What the exercise asks — Reproduce the lines of the listing exactly, beginning at the top, until the line with "cairo_save(ctx);" has been reproduced too.

Data under study —
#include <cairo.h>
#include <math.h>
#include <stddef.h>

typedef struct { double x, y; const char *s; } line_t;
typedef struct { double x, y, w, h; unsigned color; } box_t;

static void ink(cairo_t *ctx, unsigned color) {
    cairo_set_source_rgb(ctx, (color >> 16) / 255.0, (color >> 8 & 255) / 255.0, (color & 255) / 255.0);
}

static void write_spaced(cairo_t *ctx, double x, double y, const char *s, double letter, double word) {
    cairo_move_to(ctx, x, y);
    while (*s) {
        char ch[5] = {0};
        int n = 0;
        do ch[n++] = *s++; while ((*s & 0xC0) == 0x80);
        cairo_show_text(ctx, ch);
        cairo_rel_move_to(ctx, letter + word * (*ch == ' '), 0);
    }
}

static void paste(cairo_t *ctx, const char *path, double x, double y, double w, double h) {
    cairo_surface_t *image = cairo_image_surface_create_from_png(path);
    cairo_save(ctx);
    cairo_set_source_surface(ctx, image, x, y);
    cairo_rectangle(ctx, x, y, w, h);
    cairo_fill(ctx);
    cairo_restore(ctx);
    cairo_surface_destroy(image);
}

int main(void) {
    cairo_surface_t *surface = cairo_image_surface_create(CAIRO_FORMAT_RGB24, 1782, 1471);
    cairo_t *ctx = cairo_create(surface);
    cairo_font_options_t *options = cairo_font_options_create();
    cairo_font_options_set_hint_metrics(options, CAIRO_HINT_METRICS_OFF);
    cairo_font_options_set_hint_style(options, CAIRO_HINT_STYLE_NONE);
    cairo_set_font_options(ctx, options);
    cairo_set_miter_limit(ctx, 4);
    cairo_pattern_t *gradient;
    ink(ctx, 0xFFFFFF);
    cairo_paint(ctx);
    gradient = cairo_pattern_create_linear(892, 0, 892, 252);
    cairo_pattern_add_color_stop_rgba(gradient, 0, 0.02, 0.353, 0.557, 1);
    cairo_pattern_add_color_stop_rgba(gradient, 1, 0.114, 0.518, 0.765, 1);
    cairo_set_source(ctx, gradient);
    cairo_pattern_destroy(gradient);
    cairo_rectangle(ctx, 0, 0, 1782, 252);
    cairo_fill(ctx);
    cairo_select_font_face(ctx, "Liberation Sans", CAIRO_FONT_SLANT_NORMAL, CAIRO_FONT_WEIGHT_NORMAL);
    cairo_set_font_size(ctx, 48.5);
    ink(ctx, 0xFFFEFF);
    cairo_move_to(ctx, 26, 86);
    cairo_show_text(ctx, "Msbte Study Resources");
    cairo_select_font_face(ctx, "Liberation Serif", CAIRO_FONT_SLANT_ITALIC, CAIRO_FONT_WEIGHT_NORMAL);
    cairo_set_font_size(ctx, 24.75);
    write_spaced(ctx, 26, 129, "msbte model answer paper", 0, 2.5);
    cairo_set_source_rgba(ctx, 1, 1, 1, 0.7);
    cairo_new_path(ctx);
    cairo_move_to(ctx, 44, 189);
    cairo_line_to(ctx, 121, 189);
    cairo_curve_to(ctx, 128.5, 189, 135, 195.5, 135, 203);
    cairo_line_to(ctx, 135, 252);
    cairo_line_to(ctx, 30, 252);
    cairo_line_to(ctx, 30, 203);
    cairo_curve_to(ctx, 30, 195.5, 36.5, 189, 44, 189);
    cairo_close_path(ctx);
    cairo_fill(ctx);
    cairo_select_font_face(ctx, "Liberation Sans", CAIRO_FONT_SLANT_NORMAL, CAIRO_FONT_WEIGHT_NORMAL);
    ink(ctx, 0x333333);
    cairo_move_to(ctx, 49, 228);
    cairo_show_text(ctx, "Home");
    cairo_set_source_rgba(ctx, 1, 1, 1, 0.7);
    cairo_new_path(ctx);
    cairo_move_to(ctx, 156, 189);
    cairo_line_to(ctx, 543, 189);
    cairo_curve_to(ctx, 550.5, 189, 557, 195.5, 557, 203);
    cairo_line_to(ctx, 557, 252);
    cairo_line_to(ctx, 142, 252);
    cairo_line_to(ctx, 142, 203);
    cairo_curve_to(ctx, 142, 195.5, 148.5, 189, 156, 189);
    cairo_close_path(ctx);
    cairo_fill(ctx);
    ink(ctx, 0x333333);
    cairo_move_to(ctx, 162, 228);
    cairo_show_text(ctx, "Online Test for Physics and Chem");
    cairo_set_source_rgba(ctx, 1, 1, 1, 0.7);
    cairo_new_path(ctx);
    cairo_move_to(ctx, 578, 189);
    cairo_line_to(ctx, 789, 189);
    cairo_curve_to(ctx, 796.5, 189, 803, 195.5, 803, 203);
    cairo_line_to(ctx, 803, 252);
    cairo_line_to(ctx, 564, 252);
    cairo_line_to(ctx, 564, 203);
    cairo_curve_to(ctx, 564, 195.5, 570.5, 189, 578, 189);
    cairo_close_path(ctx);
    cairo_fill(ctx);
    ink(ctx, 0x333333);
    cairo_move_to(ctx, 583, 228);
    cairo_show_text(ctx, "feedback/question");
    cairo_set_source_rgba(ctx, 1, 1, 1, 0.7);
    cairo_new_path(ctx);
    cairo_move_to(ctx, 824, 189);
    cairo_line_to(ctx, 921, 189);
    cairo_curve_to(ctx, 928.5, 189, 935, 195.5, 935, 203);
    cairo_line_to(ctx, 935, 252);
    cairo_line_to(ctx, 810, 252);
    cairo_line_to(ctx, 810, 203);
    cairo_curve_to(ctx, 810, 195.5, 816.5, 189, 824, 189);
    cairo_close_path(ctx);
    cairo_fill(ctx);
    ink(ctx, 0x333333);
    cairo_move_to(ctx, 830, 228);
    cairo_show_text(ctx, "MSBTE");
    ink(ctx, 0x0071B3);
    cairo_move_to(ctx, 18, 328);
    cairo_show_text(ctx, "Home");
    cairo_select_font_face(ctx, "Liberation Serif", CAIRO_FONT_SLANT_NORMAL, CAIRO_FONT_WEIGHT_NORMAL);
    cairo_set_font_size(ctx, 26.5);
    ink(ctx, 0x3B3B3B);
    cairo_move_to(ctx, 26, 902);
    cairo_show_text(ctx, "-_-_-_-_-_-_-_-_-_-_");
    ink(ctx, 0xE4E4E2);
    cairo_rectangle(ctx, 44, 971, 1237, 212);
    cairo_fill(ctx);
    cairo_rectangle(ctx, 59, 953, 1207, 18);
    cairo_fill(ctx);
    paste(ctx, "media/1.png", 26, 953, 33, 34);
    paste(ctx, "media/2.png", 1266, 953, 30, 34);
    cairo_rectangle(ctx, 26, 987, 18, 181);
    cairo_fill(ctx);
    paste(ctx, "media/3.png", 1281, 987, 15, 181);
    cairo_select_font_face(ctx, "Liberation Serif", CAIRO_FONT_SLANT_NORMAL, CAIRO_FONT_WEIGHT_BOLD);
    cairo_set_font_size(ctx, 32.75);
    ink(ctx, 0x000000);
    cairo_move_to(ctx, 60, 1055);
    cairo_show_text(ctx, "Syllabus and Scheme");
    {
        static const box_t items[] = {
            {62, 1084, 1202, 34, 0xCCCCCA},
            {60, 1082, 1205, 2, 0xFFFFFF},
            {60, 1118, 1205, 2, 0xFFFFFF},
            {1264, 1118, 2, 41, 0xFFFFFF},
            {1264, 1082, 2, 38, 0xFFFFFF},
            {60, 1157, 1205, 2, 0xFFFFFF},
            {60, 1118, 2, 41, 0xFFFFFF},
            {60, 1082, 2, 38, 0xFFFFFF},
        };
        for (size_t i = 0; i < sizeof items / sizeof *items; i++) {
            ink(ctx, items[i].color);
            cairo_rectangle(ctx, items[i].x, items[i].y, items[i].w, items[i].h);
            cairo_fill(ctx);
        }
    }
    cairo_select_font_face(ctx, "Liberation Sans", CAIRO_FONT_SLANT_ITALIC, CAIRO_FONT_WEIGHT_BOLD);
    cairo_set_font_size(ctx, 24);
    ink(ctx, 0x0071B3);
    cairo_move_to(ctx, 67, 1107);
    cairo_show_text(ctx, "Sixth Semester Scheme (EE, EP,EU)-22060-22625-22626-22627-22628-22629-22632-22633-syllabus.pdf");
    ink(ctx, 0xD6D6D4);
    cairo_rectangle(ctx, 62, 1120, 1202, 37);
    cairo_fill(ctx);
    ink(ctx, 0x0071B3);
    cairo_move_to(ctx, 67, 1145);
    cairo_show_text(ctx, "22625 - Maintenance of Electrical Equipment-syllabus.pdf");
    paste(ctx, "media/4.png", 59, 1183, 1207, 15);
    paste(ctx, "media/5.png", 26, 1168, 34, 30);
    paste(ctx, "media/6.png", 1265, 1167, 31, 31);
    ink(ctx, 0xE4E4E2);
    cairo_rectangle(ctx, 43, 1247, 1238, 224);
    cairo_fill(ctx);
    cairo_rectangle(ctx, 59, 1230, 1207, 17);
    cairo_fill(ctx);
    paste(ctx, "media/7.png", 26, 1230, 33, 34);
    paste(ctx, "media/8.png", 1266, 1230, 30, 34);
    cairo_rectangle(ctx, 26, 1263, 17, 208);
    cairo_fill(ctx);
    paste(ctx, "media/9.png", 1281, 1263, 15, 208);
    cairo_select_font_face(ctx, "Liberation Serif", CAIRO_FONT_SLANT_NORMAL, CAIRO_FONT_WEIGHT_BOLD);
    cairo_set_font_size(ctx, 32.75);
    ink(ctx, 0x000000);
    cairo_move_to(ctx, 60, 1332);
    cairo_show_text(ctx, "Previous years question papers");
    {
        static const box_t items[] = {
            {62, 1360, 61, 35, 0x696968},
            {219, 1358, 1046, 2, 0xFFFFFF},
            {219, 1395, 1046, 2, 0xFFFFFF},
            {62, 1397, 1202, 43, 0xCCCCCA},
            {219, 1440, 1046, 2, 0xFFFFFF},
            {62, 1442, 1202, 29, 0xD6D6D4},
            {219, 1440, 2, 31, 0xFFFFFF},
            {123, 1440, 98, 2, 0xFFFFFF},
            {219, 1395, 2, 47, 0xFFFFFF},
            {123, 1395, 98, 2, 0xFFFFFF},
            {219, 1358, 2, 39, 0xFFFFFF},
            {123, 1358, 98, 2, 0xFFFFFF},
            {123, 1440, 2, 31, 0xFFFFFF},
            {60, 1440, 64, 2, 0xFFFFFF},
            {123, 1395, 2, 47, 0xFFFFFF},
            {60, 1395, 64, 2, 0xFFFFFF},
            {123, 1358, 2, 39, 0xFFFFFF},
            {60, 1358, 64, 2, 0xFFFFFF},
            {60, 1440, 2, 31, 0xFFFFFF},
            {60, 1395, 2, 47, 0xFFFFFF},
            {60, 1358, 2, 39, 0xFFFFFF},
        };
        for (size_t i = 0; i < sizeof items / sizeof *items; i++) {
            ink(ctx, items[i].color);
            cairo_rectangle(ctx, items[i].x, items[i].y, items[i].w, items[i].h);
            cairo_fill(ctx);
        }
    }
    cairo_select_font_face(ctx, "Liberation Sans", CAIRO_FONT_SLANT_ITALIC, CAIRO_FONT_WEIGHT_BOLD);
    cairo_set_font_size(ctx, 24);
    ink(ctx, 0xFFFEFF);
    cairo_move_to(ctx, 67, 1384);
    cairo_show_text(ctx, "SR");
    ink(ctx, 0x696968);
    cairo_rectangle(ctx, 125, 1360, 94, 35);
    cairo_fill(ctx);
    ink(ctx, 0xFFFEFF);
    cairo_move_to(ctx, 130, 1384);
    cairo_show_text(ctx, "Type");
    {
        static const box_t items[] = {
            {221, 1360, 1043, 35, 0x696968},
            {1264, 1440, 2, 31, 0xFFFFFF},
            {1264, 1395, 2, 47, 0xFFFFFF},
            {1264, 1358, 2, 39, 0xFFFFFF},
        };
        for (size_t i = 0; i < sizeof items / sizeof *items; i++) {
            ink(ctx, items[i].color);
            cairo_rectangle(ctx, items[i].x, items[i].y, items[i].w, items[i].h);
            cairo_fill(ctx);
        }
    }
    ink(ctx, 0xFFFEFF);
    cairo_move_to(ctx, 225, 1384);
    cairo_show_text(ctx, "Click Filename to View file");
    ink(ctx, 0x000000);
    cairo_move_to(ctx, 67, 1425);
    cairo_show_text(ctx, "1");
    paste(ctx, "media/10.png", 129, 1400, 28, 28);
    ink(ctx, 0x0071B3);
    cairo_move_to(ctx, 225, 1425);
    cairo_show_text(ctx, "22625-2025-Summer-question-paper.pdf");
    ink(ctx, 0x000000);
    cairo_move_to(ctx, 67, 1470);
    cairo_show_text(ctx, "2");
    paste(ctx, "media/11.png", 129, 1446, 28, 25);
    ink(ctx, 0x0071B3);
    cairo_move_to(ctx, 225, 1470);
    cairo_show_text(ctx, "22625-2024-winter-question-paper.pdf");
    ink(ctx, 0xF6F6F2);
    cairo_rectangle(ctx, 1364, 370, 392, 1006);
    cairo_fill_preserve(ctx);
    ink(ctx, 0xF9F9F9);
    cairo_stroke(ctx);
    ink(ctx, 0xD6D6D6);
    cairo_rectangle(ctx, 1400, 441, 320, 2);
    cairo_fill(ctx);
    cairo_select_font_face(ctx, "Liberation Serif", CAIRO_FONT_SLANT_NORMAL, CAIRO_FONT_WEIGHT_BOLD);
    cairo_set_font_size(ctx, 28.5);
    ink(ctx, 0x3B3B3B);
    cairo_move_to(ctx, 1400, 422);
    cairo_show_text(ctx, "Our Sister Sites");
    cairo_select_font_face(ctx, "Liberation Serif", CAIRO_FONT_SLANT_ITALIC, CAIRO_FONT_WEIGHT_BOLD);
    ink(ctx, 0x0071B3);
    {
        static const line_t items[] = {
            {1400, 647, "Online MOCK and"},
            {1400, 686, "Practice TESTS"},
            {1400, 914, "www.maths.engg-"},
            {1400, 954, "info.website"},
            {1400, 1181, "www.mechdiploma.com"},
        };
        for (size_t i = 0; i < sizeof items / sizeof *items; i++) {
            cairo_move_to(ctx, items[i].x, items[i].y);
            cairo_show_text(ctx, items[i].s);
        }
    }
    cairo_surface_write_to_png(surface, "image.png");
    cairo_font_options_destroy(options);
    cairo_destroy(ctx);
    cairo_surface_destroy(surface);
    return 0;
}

Written response —
#include <cairo.h>
#include <math.h>
#include <stddef.h>

typedef struct { double x, y; const char *s; } line_t;
typedef struct { double x, y, w, h; unsigned color; } box_t;

static void ink(cairo_t *ctx, unsigned color) {
    cairo_set_source_rgb(ctx, (color >> 16) / 255.0, (color >> 8 & 255) / 255.0, (color & 255) / 255.0);
}

static void write_spaced(cairo_t *ctx, double x, double y, const char *s, double letter, double word) {
    cairo_move_to(ctx, x, y);
    while (*s) {
        char ch[5] = {0};
        int n = 0;
        do ch[n++] = *s++; while ((*s & 0xC0) == 0x80);
        cairo_show_text(ctx, ch);
        cairo_rel_move_to(ctx, letter + word * (*ch == ' '), 0);
    }
}

static void paste(cairo_t *ctx, const char *path, double x, double y, double w, double h) {
    cairo_surface_t *image = cairo_image_surface_create_from_png(path);
    cairo_save(ctx);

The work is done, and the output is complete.